Là encore, c'est moins un projet qu'une personnalité à identifier et auprès de laquelle nous devons concéder nombre de nos aspirations pour adouber celle ou celui qui semble pouvoir mériter notre confiance. Si les candidat-e-s aux primaires ne sont porteurs d'aucune démarche qui procède de la base (citoyens, élus locaux), ils ou elles ne peuvent que pérenniser le système actuel et nous mettre encore devant le choix négatif d'éliminer le pire d'entre eux !
Aussi, si je préfère qu'une primaire ait lieu, je suis sceptique sur sa capacité à faire émerger quelque chose de nouveau.

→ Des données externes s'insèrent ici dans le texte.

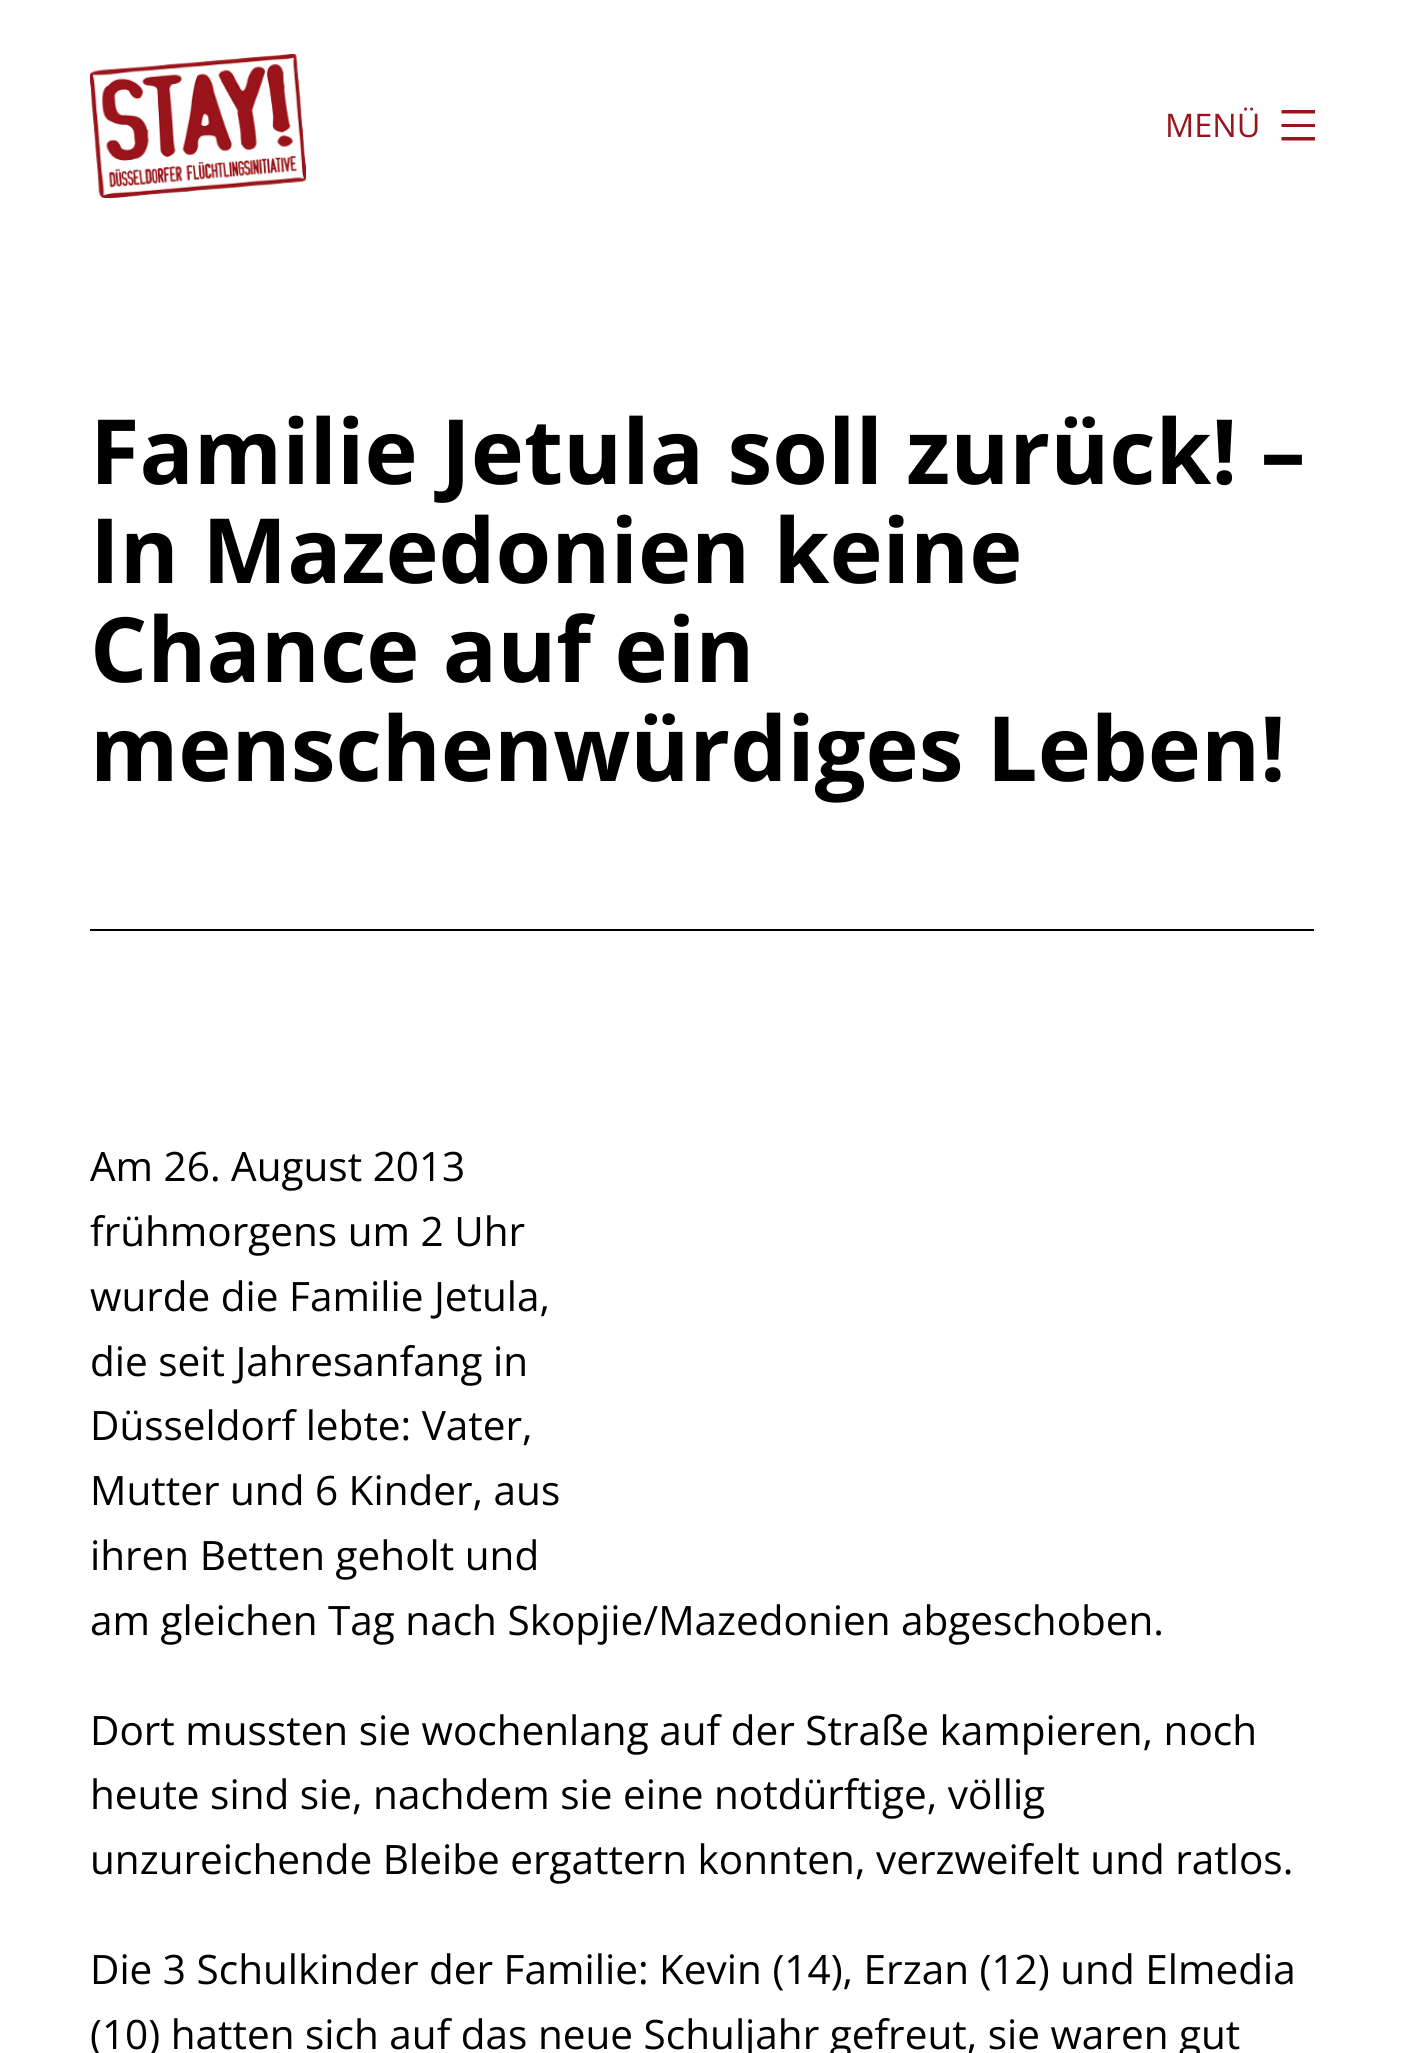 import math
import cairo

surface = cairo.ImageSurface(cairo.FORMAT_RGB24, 1404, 2053)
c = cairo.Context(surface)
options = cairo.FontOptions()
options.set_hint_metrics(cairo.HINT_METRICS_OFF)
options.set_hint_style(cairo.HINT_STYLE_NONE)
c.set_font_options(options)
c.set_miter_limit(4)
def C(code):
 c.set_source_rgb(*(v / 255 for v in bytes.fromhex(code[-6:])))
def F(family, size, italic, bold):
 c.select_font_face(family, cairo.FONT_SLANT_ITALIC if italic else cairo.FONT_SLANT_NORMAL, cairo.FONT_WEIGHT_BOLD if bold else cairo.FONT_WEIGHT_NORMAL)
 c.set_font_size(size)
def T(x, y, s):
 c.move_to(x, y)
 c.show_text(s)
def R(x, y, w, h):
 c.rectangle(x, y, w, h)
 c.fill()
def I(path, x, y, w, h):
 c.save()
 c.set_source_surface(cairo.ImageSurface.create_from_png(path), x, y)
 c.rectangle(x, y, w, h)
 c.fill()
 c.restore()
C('ffffff')
c.paint()
I('1.png',90,54,216,144)
F('Open Sans',32.5,0,0)
C('9a141c')
T(1165,137,'MENÜ')
c.set_fill_rule(cairo.FILL_RULE_EVEN_ODD)
c.new_path()
c.move_to(1281.5,110)
c.line_to(1315,110)
c.line_to(1315,113.5)
c.line_to(1281.5,113.5)
c.close_path()
c.move_to(1281.5,124)
c.line_to(1315,124)
c.line_to(1315,127)
c.line_to(1281.5,127)
c.close_path()
c.move_to(1315,137)
c.line_to(1281.5,137)
c.line_to(1281.5,140.5)
c.line_to(1315,140.5)
c.close_path()
c.fill()
F('Open Sans',90,0,1)
C('000000')
T(90,484,'Familie Jetula soll zurück! –')
T(90,583,'In Mazedonien keine')
T(90,682,'Chance auf ein')
T(90,781,'menschenwürdiges Leben!')
R(90,929,1224,2)
F('Open Sans',40.5,0,0)
T(90,1181,'Am 26. August 2013')
T(90,1246,'frühmorgens um 2 Uhr')
T(90,1311,'wurde die Familie Jetula,')
T(90,1376,'die seit Jahresanfang in')
T(90,1440,'Düsseldorf lebte: Vater,')
T(90,1505,'Mutter und 6 Kinder, aus')
T(90,1570,'ihren Betten geholt und')
T(90,1635,'am gleichen Tag nach Skopjie/Mazedonien abgeschoben.')
T(90,1745,'Dort mussten sie wochenlang auf der Straße kampieren, noch')
T(90,1809,'heute sind sie, nachdem sie eine notdürftige, völlig')
T(90,1874,'unzureichende Bleibe ergattern konnten, verzweifelt und ratlos.')
T(90,1984,'Die 3 Schulkinder der Familie: Kevin (14), Erzan (12) und Elmedia')
T(90,2049,'(10) hatten sich auf das neue Schuljahr gefreut, sie waren gut')
surface.write_to_png('o.png')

C'est un projet dont nous avons besoin et qui mérite notre association, c'est la preuve d'une capacité à construire et à coopérer qui nous manque.
L'exaspération des citoyens, dont je fais état dans chacun de mes discours depuis que je suis maire, et le contexte actuel de notre société et du monde qui nous entoure, m'amènent aujourd'hui à plus d'exigence dans mon engagement politique.
Sans participer ni appeler à l'abstention, je ne vois pas, en l'état, pourquoi je ferais campagne pour un-e candidat-e s'il ou elle ne prévoit pas dans son projet : un non-cumul des mandats strict et efficace une pleine association de la société civile aux décisions une proposition d'écriture d'une nouvelle Constitution réhabilitant la représentation nationale, la participation citoyenne et la prise en compte des réalités locales en s'appuyant sur les maires.
L'urgence, c'est affirmer les valeurs républicaines dans une démocratie renouvelée qui instaure une méthode de co-construction.
Et ainsi cesser ces oppositions stériles et navrantes, ces jeux politiques dont nous payons et paierons durement les conséquences.
La résolution de la plupart de nos problématiques passe assurément par l'innovation politique, qui s'incarne en premier lieu par une autre méthode.